Getting Data, Part One

Much of this blog will be focused on NHL data, as I mentioned in the opening post. There are two main sources for data about NHL hockey, from Hockey-Reference.com and from the R package nhlscrapr. This post we’ll focus on getting score data from Hockey-Reference from the start of the NHL to the present day.

A typical season’s results on Hockey-Reference has this url format (http://www.hockey-reference.com/leagues/NHL_2016_games.html), and looks like this:

Hockey-Reference Data

Copy-pasting this to import would be tedious, particuarly with 100 years of NHL hockey approaching. That’s too much data to handle manually, so we’ll write some scraping code to get it for us.

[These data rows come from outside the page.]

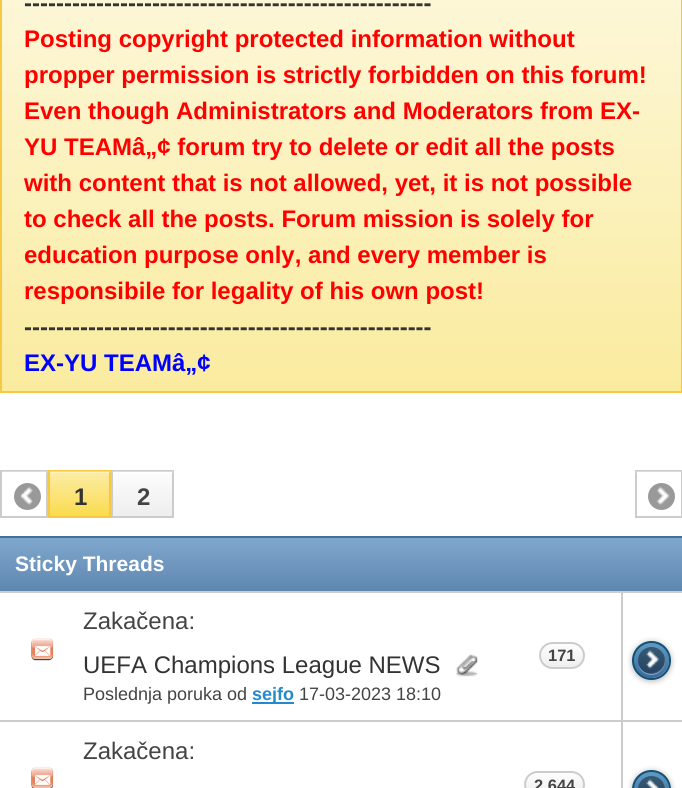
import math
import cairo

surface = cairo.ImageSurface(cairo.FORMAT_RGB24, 682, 788)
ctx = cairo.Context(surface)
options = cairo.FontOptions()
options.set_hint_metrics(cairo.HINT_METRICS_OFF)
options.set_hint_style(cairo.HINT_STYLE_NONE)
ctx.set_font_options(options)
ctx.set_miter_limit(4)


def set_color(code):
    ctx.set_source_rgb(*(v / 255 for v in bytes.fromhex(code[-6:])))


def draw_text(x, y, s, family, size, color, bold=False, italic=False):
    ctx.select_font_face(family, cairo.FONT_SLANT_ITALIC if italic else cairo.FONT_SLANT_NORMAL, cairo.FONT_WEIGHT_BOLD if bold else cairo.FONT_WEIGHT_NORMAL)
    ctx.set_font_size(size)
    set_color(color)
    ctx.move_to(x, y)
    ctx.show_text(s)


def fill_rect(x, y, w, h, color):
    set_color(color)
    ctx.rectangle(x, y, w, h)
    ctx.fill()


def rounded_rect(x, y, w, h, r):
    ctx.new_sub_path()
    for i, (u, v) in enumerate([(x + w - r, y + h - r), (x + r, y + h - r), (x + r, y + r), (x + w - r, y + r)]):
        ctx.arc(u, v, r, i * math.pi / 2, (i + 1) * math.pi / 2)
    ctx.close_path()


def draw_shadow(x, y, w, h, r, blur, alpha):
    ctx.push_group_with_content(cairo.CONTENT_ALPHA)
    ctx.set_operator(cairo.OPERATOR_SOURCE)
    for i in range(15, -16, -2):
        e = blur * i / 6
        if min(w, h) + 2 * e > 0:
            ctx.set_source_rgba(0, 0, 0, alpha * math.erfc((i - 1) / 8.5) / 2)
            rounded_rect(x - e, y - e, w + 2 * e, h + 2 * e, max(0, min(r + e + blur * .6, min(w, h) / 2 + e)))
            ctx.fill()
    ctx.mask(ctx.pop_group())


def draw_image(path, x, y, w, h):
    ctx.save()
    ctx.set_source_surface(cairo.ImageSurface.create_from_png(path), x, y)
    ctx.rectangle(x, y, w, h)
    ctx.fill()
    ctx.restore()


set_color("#ffffff")
ctx.paint()
gradient = cairo.LinearGradient(341, -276, 341, 392)
gradient.add_color_stop_rgba(0, 1, 1, 1, 1)
gradient.add_color_stop_rgba(1, 0.98, 0.922, 0.62, 1)
ctx.set_source(gradient)
ctx.rectangle(2, 0, 679, 391)
ctx.fill()
ctx.rectangle(1, -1, 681, 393)
set_color("#f7c942")
ctx.stroke()
draw_text(24, 11, "---------------------------------------------------", "Liberation Sans", 24, "#333333", bold=True)
draw_text(24, 47, "Posting copyright protected information without", "Liberation Sans", 24, "#ff0000", bold=True)
draw_text(24, 83, "propper permission is strictly forbidden on this forum!", "Liberation Sans", 24, "#ff0000", bold=True)
draw_text(24, 119, "Even though Administrators and Moderators from EX-", "Liberation Sans", 24, "#ff0000", bold=True)
draw_text(24, 155, "YU TEAMâ„¢ forum try to delete or edit all the posts", "Liberation Sans", 24, "#ff0000", bold=True)
draw_text(24, 191, "with content that is not allowed, yet, it is not possible", "Liberation Sans", 24, "#ff0000", bold=True)
draw_text(24, 227, "to check all the posts. Forum mission is solely for", "Liberation Sans", 24, "#ff0000", bold=True)
draw_text(24, 263, "education purpose only, and every member is", "Liberation Sans", 24, "#ff0000", bold=True)
draw_text(24, 299, "responsibile for legality of his own post!", "Liberation Sans", 24, "#ff0000", bold=True)
draw_text(24, 335, "---------------------------------------------------", "Liberation Sans", 24, "#333333", bold=True)
draw_text(24, 371, "EX-YU TEAMâ„¢", "Liberation Sans", 24, "#0000ff", bold=True)
ctx.rectangle(1, 471, 46, 46)
set_color("#cccccc")
ctx.stroke()
ctx.set_source_rgba(1, 1, 1, 0.3)
ctx.rectangle(2, 471, 45, 2)
ctx.fill()
set_color("#999999")
ctx.arc(27.5, 496.5, 13.5, 0, 2 * math.pi)
ctx.fill()
draw_image("assets/img1.png", 20, 486, 13, 20)
gradient = cairo.LinearGradient(80, 471, 80, 516)
gradient.add_color_stop_rgba(0, 0.988, 0.929, 0.655, 1)
gradient.add_color_stop_rgba(1, 0.98, 0.859, 0.306, 1)
ctx.set_source(gradient)
ctx.rectangle(50, 472, 59, 44)
ctx.fill()
ctx.rectangle(49, 471, 61, 46)
set_color("#f7c942")
ctx.stroke()
ctx.set_source_rgba(1, 1, 1, 0.3)
ctx.rectangle(50, 471, 60, 2)
ctx.fill()
draw_text(74, 505, "1", "Liberation Sans", 24, "#333333", bold=True)
gradient = cairo.LinearGradient(143, 471, 143, 516)
gradient.add_color_stop_rgba(0, 0.992, 0.992, 0.992, 1)
gradient.add_color_stop_rgba(1, 0.933, 0.933, 0.933, 1)
ctx.set_source(gradient)
ctx.rectangle(113, 473, 59, 43)
ctx.fill()
ctx.rectangle(112, 471, 61, 46)
set_color("#cccccc")
ctx.stroke()
ctx.set_source_rgba(1, 1, 1, 0.3)
ctx.rectangle(113, 471, 60, 2)
ctx.fill()
draw_text(137, 505, "2", "Liberation Sans", 24, "#444444", bold=True)
ctx.rectangle(636, 471, 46, 46)
set_color("#cccccc")
ctx.stroke()
ctx.set_source_rgba(1, 1, 1, 0.3)
ctx.rectangle(636, 471, 45, 2)
ctx.fill()
set_color("#999999")
ctx.arc(661.5, 496.5, 13.5, 0, 2 * math.pi)
ctx.fill()
draw_image("assets/img2.png", 656, 486, 14, 19)
gradient = cairo.LinearGradient(341, 537, 341, 591)
gradient.add_color_stop_rgba(0, 0.506, 0.659, 0.808, 1)
gradient.add_color_stop_rgba(1, 0.369, 0.529, 0.69, 1)
ctx.set_source(gradient)
ctx.rectangle(0, 538, 682, 53)
ctx.fill()
fill_rect(0, 536, 682, 2, "#456f9a")
draw_text(15, 571, "Sticky Threads", "Liberation Sans", 21, "#ffffff", bold=True)
fill_rect(0, 591, 682, 2, "#cccccc")
draw_image("assets/img3.png", 31, 638, 23, 23)
draw_text(83, 629, "Zakačena:", "Liberation Sans", 24, "#444444")
draw_text(83, 673, "UEFA Champions League NEWS", "Liberation Sans", 24, "#333333")
draw_image("assets/img4.png", 455, 654, 23, 23)
gradient = cairo.LinearGradient(562, 644, 562, 668)
gradient.add_color_stop_rgba(0, 0.992, 0.992, 0.992, 1)
gradient.add_color_stop_rgba(1, 0.933, 0.933, 0.933, 1)
ctx.set_source(gradient)
rounded_rect(540, 644, 44, 24, 12)
ctx.fill()
rounded_rect(540, 643, 44, 25, 12.5)
set_color("#cccccc")
ctx.stroke()
draw_text(548, 661, "171", "Liberation Sans", 16.5, "#444444", bold=True)
draw_text(83, 700, "Poslednja poruka od", "Liberation Sans", 18, "#444444")
fill_rect(252, 702, 42, 2, "#2489ce")
draw_text(252, 700, "sejfo", "Liberation Sans", 18, "#2489ce", bold=True)
draw_text(299, 700, "17-03-2023 18:10", "Liberation Sans", 18, "#444444")
fill_rect(621, 593, 2, 127, "#cccccc")
set_color("#000000")
draw_shadow(632, 642, 39, 39, 19.5, 3, 0.3)
gradient = cairo.LinearGradient(651, 642, 651, 678)
gradient.add_color_stop_rgba(0, 0.373, 0.612, 0.773, 1)
gradient.add_color_stop_rgba(1, 0.224, 0.42, 0.62, 1)
ctx.set_source(gradient)
ctx.arc(651, 660, 18, 0, 2 * math.pi)
ctx.fill()
ctx.arc(651.5, 660.5, 18.5, 0, 2 * math.pi)
set_color("#145072")
ctx.stroke()
ctx.set_source_rgba(1, 1, 1, 0.4)
ctx.new_path()
ctx.move_to(638.5, 665)
ctx.curve_to(639, 668, 641, 670.5, 643, 672)
ctx.curve_to(654, 680.5, 669, 669, 664, 656.5)
ctx.curve_to(668.5, 672.5, 644.5, 680.5, 638.5, 665)
ctx.close_path()
ctx.fill()
ctx.set_source_rgba(0, 0, 0, 0.4)
ctx.arc(651.5, 660.5, 13.5, 0, 2 * math.pi)
ctx.fill()
draw_image("assets/img5.png", 646, 650, 13, 19)
fill_rect(0, 720, 682, 2, "#cccccc")
draw_text(83, 759, "Zakačena:", "Liberation Sans", 24, "#444444")
draw_image("assets/img6.png", 31, 767, 23, 21)
gradient = cairo.LinearGradient(554, 773, 554, 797)
gradient.add_color_stop_rgba(0, 0.992, 0.992, 0.992, 1)
gradient.add_color_stop_rgba(1, 0.933, 0.933, 0.933, 1)
ctx.set_source(gradient)
rounded_rect(525, 773, 59, 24, 12)
ctx.fill()
rounded_rect(525, 772, 59, 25, 12.5)
set_color("#cccccc")
ctx.stroke()
draw_text(534, 791, "2.644", "Liberation Sans", 16.5, "#444444", bold=True)
fill_rect(621, 722, 2, 66, "#cccccc")
set_color("#000000")
draw_shadow(632, 771, 39, 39, 19.5, 3, 0.3)
gradient = cairo.LinearGradient(651, 771, 651, 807)
gradient.add_color_stop_rgba(0, 0.373, 0.612, 0.773, 1)
gradient.add_color_stop_rgba(1, 0.224, 0.42, 0.62, 1)
ctx.set_source(gradient)
rounded_rect(633, 771, 36, 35, 18)
ctx.fill()
ctx.arc(651.5, 789.5, 18.5, 0, 2 * math.pi)
set_color("#145072")
ctx.stroke()
set_color("#95b6d1")
ctx.new_path()
ctx.move_to(638.5, 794)
ctx.curve_to(639, 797, 641, 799.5, 643, 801)
ctx.curve_to(654, 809.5, 669, 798, 664, 785.5)
ctx.curve_to(668.5, 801.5, 644.5, 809.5, 638.5, 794)
ctx.close_path()
ctx.fill()
ctx.set_source_rgba(0, 0, 0, 0.4)
rounded_rect(638, 776, 27, 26, 13.5)
ctx.fill()
draw_image("assets/img7.png", 646, 779, 13, 9)
surface.write_to_png("output.png")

For this, we’ll use some of R’s built in tools, as well as the XML library. This library will allow us to automatically parse the HTML files, which we’ll save to a .csv file for later.

We can read the page (with the XML library loaded) with the readHTMLTable function. This will find all the table chunks, of which there are typically 2 on these pages, and store them. An alternate way to do this would be to read the whole HTML file with htmlParse, then extract the tables, but this one step is easier.

library(XML)
tables <- readHTMLTable("http://www.hockey-reference.com/leagues/NHL_2016_games.html")
unlist(lapply(tables, function(t) dim(t)[1]))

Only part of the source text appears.